Because approximately 10,000 Americans are killed each year by drunk drivers and many more are injured, Georgia has strict laws and penalties aimed at reducing DUI accidents. If you are involved in a car accident while driving under the influence, you will likely be arrested and criminally charged by the police officer at the scene.

While a DUI charge can result in criminal penalties, however, the car accident victim must file a civil claim to recover damages caused by the at-fault driver. Many people assume that the driver charged with DUI is automatically responsible for the accident and resulting injuries, but that’s not true. To recover compensation for a claim, it’s not enough for the injured party to show the driver broke the law—they must also prove the driver’s negligent behavior caused the accident.

This concept may seem confusing; however, there are a number of laws designed to protect the public whose violation does not prove negligence in a car accident claim. For example, Georgia drivers are required by law to wear seatbelts, and drivers may be subject to penalties for violating this law if they weren’t belted during a collision. But the failure to wear a seatbelt can’t cause an accident, so breaking this law doesn’t prove negligence.

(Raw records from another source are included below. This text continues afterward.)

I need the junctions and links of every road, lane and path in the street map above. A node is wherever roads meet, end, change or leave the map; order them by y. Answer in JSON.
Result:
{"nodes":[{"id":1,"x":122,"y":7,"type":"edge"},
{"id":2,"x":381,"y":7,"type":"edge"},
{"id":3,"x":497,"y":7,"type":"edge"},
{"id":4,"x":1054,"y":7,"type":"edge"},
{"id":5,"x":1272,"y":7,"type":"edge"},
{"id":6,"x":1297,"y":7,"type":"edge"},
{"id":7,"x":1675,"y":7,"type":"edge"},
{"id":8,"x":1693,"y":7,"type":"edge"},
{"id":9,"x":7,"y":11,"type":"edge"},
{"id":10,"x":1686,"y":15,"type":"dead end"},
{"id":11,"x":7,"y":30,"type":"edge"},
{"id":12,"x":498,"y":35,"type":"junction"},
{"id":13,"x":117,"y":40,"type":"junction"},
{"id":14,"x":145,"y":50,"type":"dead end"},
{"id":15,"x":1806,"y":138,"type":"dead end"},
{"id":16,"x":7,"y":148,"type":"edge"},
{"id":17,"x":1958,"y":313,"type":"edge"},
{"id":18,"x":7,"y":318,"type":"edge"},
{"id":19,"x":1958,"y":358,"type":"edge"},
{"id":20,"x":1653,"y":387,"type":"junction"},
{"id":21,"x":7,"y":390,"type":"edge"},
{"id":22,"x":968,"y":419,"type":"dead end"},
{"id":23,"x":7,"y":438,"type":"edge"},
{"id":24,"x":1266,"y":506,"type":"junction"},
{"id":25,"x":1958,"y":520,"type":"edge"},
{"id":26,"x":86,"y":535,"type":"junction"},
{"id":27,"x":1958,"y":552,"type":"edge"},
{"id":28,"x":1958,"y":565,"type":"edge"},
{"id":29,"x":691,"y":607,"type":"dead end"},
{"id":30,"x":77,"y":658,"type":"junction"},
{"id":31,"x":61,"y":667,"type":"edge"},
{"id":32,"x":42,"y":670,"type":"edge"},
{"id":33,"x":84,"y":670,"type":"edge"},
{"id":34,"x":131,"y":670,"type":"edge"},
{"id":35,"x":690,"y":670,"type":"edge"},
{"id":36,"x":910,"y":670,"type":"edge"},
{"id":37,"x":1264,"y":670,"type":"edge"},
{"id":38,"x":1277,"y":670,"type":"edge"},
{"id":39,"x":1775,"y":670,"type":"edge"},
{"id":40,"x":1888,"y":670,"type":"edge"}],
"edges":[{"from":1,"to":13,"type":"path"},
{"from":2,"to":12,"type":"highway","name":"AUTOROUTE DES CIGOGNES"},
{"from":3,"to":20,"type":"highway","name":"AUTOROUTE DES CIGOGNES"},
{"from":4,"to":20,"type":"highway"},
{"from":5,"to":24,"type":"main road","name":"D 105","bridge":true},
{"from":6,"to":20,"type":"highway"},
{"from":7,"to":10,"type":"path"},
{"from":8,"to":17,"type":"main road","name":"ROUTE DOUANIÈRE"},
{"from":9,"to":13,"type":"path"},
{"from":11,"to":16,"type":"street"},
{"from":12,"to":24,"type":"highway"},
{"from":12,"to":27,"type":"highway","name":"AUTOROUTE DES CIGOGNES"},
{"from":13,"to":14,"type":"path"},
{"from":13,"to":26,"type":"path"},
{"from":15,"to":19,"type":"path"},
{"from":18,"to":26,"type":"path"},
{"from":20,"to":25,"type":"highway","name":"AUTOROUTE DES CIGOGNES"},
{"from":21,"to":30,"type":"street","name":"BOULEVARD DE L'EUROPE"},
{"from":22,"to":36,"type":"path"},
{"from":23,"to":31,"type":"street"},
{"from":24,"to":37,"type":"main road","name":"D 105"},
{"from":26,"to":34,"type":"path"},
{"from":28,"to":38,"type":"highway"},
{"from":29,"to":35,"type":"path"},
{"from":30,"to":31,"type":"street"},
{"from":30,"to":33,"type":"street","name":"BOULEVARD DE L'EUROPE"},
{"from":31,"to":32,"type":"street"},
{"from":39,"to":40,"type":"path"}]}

Often, evidence that the other driver was arrested and/or convicted of DUI can be helpful to a car accident claimant, but this evidence alone will not prove that intoxicated driving was the cause. In some cases, the unimpaired driver was either fully or partially responsible for causing the accident, which makes them liable.

In other words, one driver’s DUI charge doesn’t negate the other driver’s negligence. If you were involved in a car accident while driving intoxicated but believe the other driver was at fault, you can pursue compensation from the at-fault driver’s insurance company. You should read this guide to better understand your rights and how you can recover maximum compensation for your injuries. Georgia’s DUI Law

Georgia’s DUI Law

Regardless of whether you cause an accident, driving while intoxicated puts other people at risk and can result in serious penalties. In Georgia, there are numerous laws related to DUI issues, but O.C.G.A. § 40-6-391 provides the criteria for determining whether a driver is “under the influence.”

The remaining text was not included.